START EXTRACTED ENTRIES
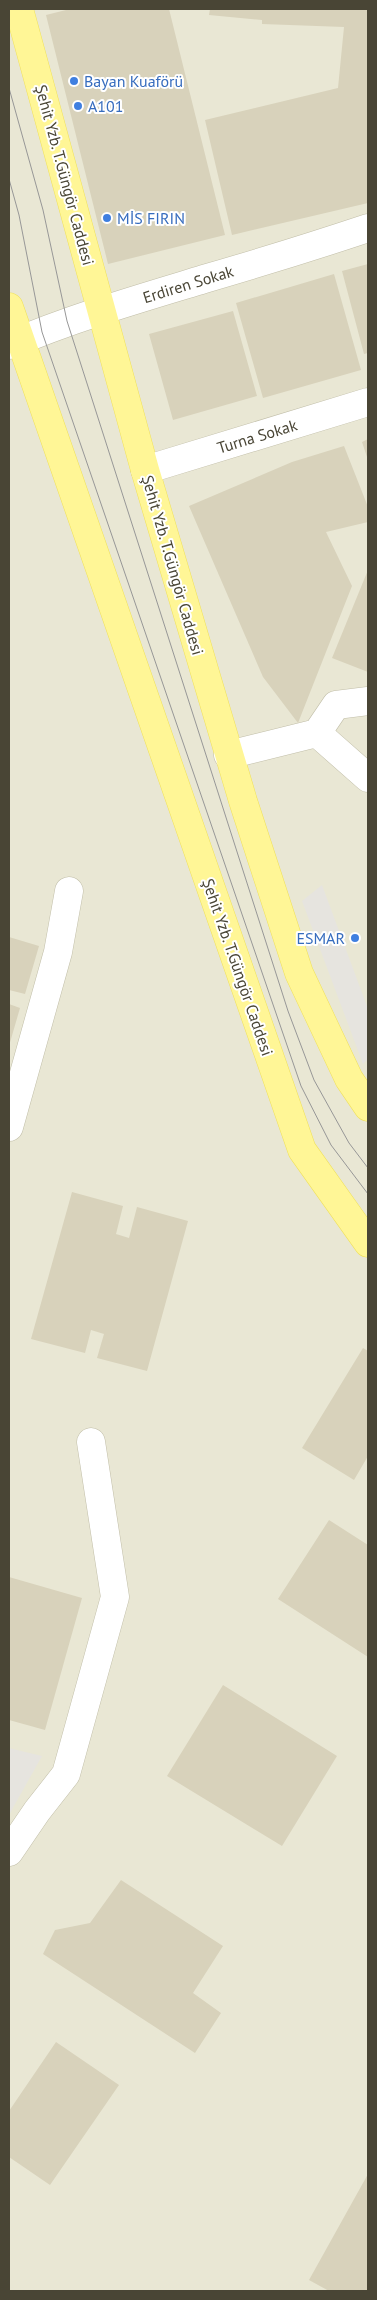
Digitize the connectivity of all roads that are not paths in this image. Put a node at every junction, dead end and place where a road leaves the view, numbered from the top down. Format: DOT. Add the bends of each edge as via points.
graph roads {
  1 [pos="20,9"];
  2 [pos="368,228"];
  3 [pos="9,306"];
  4 [pos="102,309"];
  5 [pos="15,342"];
  6 [pos="368,402"];
  7 [pos="145,470"];
  8 [pos="368,700"];
  9 [pos="317,733"];
  10 [pos="228,754"];
  11 [pos="368,778"];
  12 [pos="69,890"];
  13 [pos="368,1106"];
  14 [pos="9,1127"];
  15 [pos="368,1243"];
  16 [pos="91,1442"];
  17 [pos="9,1852"];
  1 -- 4 [label="main road, Şehit Yzb. T.Güngör Caddesi"];
  2 -- 4 [label="street, Erdiren Sokak"];
  3 -- 5 [label="main road, Şehit Yzb. T.Güngör Caddesi"];
  4 -- 5 [label="street, Erdiren Sokak"];
  4 -- 7 [label="main road, Şehit Yzb. T.Güngör Caddesi"];
  5 -- 15 [label="main road, Şehit Yzb. T.Güngör Caddesi" via="302,1150"];
  6 -- 7 [label="street, Turna Sokak"];
  7 -- 10 [label="main road, Şehit Yzb. T.Güngör Caddesi"];
  8 -- 9 [label="street" via="336,705"];
  9 -- 10 [label="street"];
  9 -- 11 [label="street"];
  10 -- 13 [label="main road, Şehit Yzb. T.Güngör Caddesi" via="299,973 349,1079"];
  12 -- 14 [label="street" via="58,952"];
  16 -- 17 [label="street" via="115,1598 66,1774"];
}
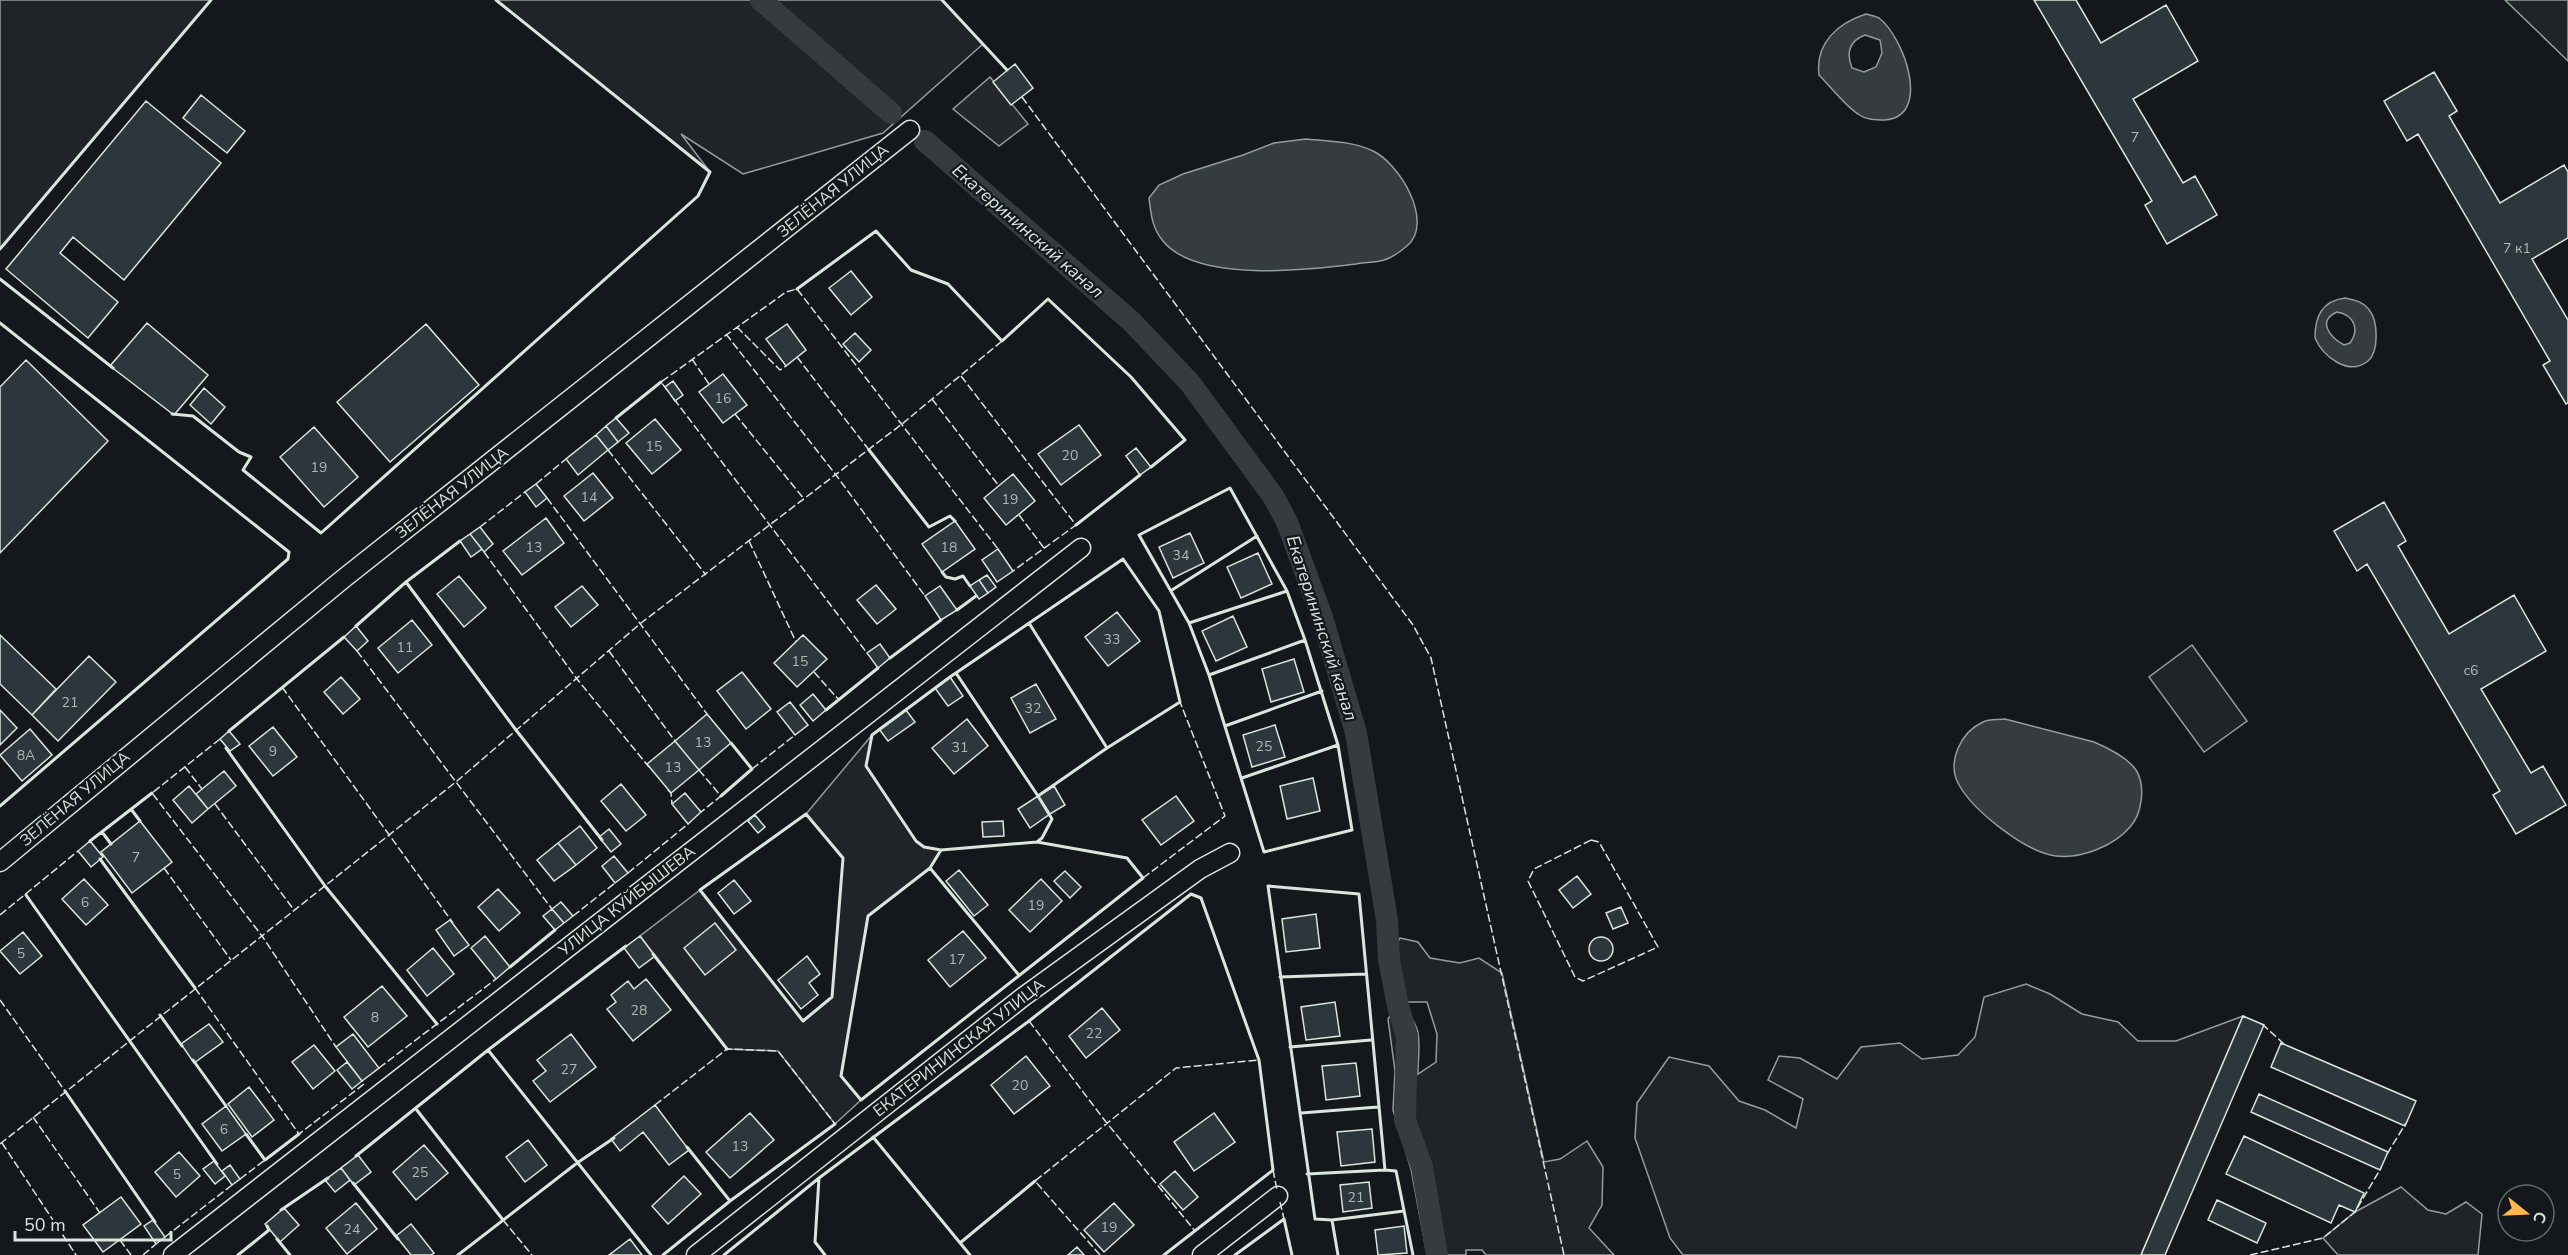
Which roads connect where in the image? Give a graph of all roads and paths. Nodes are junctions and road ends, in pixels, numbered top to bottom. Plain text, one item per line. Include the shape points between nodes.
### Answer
1 (910, 130) dead end
2 (1081, 548) dead end
3 (1230, 853) dead end
4 (0, 862) edge
5 (1278, 1196) dead end
6 (173, 1255) edge
7 (696, 1255) edge
8 (1202, 1255) edge

1 - 4 street, ЗЕЛЁНАЯ УЛИЦА via 343,579
2 - 6 street, УЛИЦА КУЙБЫШЕВА
3 - 7 street, ЕКАТЕРИНИНСКАЯ УЛИЦА via 1200,869 1023,997
5 - 8 street

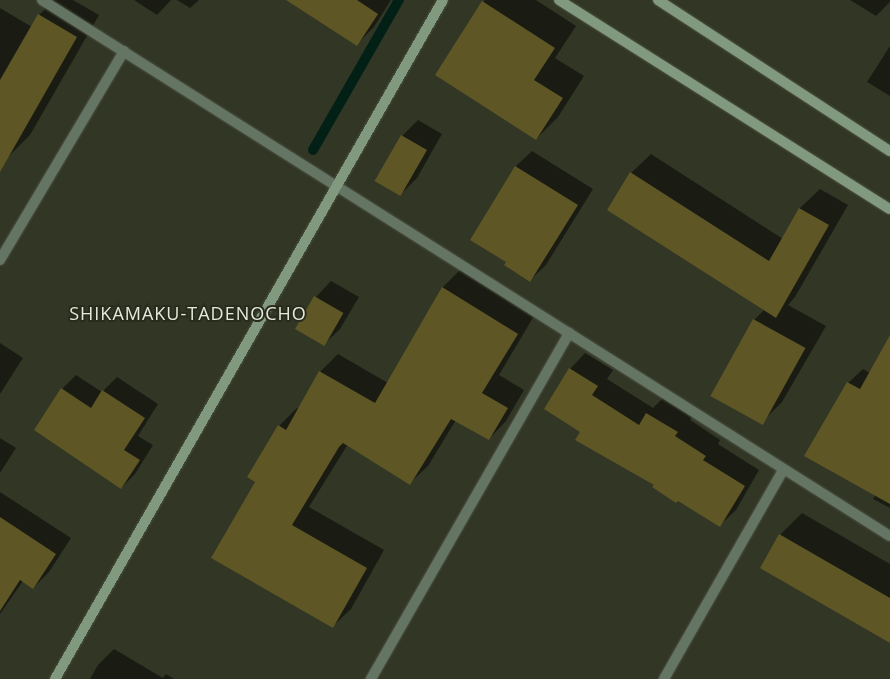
END EXTRACTED ENTRIES
--- PROBLEM DESCRIPTION ---
Write out all of the data above exactly, without any of its pictures.

--- ANSWER BOX ---
Digitize the connectivity of all roads that are not paths in this image. Put a node at every junction, dead end and place where a road leaves the view, numbered from the top down. Format: DOT. Add the bends of each edge as via points.
graph roads {
  1 [pos="20,9"];
  2 [pos="368,228"];
  3 [pos="9,306"];
  4 [pos="102,309"];
  5 [pos="15,342"];
  6 [pos="368,402"];
  7 [pos="145,470"];
  8 [pos="368,700"];
  9 [pos="317,733"];
  10 [pos="228,754"];
  11 [pos="368,778"];
  12 [pos="69,890"];
  13 [pos="368,1106"];
  14 [pos="9,1127"];
  15 [pos="368,1243"];
  16 [pos="91,1442"];
  17 [pos="9,1852"];
  1 -- 4 [label="main road, Şehit Yzb. T.Güngör Caddesi"];
  2 -- 4 [label="street, Erdiren Sokak"];
  3 -- 5 [label="main road, Şehit Yzb. T.Güngör Caddesi"];
  4 -- 5 [label="street, Erdiren Sokak"];
  4 -- 7 [label="main road, Şehit Yzb. T.Güngör Caddesi"];
  5 -- 15 [label="main road, Şehit Yzb. T.Güngör Caddesi" via="302,1150"];
  6 -- 7 [label="street, Turna Sokak"];
  7 -- 10 [label="main road, Şehit Yzb. T.Güngör Caddesi"];
  8 -- 9 [label="street" via="336,705"];
  9 -- 10 [label="street"];
  9 -- 11 [label="street"];
  10 -- 13 [label="main road, Şehit Yzb. T.Güngör Caddesi" via="299,973 349,1079"];
  12 -- 14 [label="street" via="58,952"];
  16 -- 17 [label="street" via="115,1598 66,1774"];
}
Which roads connect where in the image? Give a graph of all roads and paths. Nodes are junctions and road ends, in pixels, numbered top to bottom. Plain text, one item per line. Include the shape points between nodes.
### Answer
1 (910, 130) dead end
2 (1081, 548) dead end
3 (1230, 853) dead end
4 (0, 862) edge
5 (1278, 1196) dead end
6 (173, 1255) edge
7 (696, 1255) edge
8 (1202, 1255) edge

1 - 4 street, ЗЕЛЁНАЯ УЛИЦА via 343,579
2 - 6 street, УЛИЦА КУЙБЫШЕВА
3 - 7 street, ЕКАТЕРИНИНСКАЯ УЛИЦА via 1200,869 1023,997
5 - 8 street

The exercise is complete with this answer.